*** Opening of Dataset excerpts ***

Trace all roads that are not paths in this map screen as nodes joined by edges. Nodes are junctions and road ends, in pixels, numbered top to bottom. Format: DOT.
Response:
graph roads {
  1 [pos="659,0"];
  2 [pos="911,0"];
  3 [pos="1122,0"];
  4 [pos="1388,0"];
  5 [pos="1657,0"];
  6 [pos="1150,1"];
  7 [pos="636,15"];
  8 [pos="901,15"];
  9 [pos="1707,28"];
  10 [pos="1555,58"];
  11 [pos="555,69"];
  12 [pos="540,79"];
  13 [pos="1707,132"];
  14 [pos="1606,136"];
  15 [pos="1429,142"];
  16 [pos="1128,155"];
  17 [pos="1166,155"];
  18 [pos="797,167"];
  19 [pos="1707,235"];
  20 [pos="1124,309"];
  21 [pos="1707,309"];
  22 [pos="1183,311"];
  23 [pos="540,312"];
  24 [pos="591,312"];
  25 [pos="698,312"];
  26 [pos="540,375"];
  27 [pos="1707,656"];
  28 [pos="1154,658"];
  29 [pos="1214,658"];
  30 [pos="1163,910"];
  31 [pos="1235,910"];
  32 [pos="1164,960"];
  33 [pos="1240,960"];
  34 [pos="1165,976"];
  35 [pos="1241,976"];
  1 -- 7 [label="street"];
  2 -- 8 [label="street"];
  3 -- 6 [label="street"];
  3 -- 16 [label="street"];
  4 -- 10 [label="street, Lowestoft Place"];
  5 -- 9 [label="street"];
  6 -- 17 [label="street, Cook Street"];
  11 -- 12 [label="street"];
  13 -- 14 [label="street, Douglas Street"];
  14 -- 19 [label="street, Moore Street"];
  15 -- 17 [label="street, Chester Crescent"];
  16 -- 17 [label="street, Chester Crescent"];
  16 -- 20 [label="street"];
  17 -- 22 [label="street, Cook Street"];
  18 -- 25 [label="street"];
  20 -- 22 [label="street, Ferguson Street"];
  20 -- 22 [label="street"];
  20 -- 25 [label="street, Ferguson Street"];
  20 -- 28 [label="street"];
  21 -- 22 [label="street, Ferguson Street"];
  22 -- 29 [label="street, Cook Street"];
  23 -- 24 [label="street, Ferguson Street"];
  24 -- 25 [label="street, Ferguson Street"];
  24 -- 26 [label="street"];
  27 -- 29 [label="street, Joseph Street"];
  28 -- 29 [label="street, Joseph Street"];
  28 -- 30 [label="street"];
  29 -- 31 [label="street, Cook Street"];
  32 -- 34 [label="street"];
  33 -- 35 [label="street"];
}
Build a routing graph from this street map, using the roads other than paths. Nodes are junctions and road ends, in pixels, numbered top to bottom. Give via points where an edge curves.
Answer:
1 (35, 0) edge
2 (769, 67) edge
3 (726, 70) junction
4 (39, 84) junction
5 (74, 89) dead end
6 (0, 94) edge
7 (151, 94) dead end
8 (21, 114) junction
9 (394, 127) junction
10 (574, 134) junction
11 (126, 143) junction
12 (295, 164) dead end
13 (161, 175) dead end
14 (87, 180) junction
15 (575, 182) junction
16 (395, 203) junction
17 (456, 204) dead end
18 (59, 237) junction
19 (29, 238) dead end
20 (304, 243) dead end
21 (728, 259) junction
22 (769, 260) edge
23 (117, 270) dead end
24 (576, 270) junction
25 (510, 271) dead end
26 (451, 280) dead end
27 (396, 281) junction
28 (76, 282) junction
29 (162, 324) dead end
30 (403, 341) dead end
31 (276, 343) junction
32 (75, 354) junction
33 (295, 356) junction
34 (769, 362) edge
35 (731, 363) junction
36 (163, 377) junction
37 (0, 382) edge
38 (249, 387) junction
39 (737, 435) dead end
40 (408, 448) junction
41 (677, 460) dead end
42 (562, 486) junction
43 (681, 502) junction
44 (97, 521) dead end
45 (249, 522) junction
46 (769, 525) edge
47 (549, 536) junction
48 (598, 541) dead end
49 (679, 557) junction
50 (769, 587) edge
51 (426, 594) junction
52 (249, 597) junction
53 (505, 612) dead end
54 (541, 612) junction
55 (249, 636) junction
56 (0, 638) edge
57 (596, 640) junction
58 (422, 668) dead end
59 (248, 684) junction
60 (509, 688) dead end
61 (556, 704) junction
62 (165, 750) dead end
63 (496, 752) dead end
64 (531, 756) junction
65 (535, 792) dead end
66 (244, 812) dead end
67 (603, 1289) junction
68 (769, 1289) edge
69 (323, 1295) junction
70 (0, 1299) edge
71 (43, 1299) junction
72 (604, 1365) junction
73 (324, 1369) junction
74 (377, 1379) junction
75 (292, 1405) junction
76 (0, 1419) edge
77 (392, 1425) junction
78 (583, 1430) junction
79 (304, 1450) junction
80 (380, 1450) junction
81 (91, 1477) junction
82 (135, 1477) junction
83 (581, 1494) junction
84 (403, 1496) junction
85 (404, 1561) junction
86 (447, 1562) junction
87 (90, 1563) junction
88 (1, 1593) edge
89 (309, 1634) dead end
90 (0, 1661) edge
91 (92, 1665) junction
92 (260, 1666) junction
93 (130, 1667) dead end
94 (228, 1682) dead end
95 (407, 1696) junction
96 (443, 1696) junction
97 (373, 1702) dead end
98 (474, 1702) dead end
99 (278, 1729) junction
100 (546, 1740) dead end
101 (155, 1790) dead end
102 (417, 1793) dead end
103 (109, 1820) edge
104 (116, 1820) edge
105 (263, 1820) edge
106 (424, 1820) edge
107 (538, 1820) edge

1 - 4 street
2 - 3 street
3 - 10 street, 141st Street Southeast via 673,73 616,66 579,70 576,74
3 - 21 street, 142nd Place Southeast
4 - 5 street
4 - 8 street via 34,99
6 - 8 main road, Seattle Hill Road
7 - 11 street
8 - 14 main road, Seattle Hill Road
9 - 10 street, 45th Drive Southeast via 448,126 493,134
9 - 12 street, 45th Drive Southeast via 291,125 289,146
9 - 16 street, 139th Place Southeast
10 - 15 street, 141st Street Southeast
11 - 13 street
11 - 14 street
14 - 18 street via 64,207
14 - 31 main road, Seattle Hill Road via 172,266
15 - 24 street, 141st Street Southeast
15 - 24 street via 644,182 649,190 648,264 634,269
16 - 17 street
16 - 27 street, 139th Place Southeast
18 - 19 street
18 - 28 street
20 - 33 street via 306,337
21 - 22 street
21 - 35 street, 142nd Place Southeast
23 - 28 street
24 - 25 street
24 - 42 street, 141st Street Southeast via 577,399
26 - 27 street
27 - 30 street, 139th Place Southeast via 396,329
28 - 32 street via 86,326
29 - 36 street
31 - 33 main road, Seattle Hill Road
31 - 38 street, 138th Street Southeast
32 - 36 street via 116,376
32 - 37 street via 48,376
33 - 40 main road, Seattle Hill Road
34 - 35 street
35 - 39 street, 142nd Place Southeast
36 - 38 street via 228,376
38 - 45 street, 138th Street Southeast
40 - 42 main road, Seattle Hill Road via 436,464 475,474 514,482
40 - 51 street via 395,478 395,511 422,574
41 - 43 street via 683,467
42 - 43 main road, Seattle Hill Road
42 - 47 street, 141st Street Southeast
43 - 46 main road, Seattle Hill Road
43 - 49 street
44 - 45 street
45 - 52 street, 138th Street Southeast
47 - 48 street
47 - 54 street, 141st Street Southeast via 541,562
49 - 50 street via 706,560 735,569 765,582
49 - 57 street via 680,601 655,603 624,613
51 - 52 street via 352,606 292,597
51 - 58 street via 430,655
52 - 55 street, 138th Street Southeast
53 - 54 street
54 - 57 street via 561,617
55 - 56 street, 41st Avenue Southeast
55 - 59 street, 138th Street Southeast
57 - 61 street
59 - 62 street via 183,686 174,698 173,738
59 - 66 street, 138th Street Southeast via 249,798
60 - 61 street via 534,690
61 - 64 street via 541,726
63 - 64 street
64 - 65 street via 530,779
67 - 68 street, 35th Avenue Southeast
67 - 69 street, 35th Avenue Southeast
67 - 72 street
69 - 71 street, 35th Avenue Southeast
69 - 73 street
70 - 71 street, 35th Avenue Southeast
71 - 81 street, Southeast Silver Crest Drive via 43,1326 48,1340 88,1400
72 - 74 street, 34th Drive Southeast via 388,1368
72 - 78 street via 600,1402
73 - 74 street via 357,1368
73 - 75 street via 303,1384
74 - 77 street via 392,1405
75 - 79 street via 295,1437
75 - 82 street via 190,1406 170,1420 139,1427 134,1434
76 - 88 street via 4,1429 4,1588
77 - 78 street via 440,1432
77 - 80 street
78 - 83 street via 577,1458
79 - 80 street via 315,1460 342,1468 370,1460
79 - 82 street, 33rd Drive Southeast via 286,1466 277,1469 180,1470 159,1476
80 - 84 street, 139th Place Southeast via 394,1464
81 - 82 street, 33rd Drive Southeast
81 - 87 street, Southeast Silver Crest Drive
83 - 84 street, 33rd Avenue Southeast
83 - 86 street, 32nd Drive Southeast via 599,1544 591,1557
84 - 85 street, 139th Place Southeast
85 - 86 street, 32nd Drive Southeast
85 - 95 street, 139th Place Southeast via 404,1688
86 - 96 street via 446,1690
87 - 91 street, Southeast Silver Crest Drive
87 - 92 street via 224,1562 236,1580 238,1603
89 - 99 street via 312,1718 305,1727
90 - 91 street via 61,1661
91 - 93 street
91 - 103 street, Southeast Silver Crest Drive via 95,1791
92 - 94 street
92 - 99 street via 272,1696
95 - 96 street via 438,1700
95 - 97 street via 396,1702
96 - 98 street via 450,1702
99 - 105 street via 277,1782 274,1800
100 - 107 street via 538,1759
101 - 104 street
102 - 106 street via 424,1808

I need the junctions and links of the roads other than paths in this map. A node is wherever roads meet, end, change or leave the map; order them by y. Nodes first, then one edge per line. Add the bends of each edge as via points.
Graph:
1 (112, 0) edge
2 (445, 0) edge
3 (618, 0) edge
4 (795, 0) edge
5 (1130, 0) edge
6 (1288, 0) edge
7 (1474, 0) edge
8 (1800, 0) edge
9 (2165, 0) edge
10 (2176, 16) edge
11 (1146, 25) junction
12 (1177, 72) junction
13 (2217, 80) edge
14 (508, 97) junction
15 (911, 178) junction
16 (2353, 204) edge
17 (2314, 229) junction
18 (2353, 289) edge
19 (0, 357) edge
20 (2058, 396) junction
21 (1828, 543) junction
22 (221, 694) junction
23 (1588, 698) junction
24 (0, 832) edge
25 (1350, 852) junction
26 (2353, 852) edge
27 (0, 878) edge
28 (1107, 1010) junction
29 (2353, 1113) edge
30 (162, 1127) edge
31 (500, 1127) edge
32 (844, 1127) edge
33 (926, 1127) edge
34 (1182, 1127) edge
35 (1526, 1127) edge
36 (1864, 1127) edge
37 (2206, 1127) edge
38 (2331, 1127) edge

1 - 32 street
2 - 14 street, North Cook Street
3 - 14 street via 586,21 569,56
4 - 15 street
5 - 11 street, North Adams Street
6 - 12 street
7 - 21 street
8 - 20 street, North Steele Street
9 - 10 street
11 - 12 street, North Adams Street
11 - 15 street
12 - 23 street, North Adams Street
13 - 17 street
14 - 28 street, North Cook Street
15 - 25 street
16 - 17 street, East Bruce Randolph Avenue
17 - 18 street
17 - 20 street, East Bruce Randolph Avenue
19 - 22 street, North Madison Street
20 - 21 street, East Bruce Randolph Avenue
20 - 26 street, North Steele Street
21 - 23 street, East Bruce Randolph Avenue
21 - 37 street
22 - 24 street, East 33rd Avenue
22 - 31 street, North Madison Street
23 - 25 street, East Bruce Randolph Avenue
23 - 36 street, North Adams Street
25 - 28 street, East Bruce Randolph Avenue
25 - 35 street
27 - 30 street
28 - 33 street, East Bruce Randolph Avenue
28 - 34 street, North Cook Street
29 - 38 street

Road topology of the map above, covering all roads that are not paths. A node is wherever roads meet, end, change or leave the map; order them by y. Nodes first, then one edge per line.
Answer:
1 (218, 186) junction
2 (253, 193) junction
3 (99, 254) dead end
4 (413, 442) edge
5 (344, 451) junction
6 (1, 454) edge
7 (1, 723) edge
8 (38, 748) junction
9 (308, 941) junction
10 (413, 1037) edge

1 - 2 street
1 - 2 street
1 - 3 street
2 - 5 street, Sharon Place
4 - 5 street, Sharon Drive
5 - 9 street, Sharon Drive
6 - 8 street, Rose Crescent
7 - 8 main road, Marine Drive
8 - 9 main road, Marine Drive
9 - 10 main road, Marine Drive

*** Close of Dataset excerpts ***

◆ Task description
Among the lines of the entries, count those containing the string "Ferguson" and give only the number.

◆ Task answer
5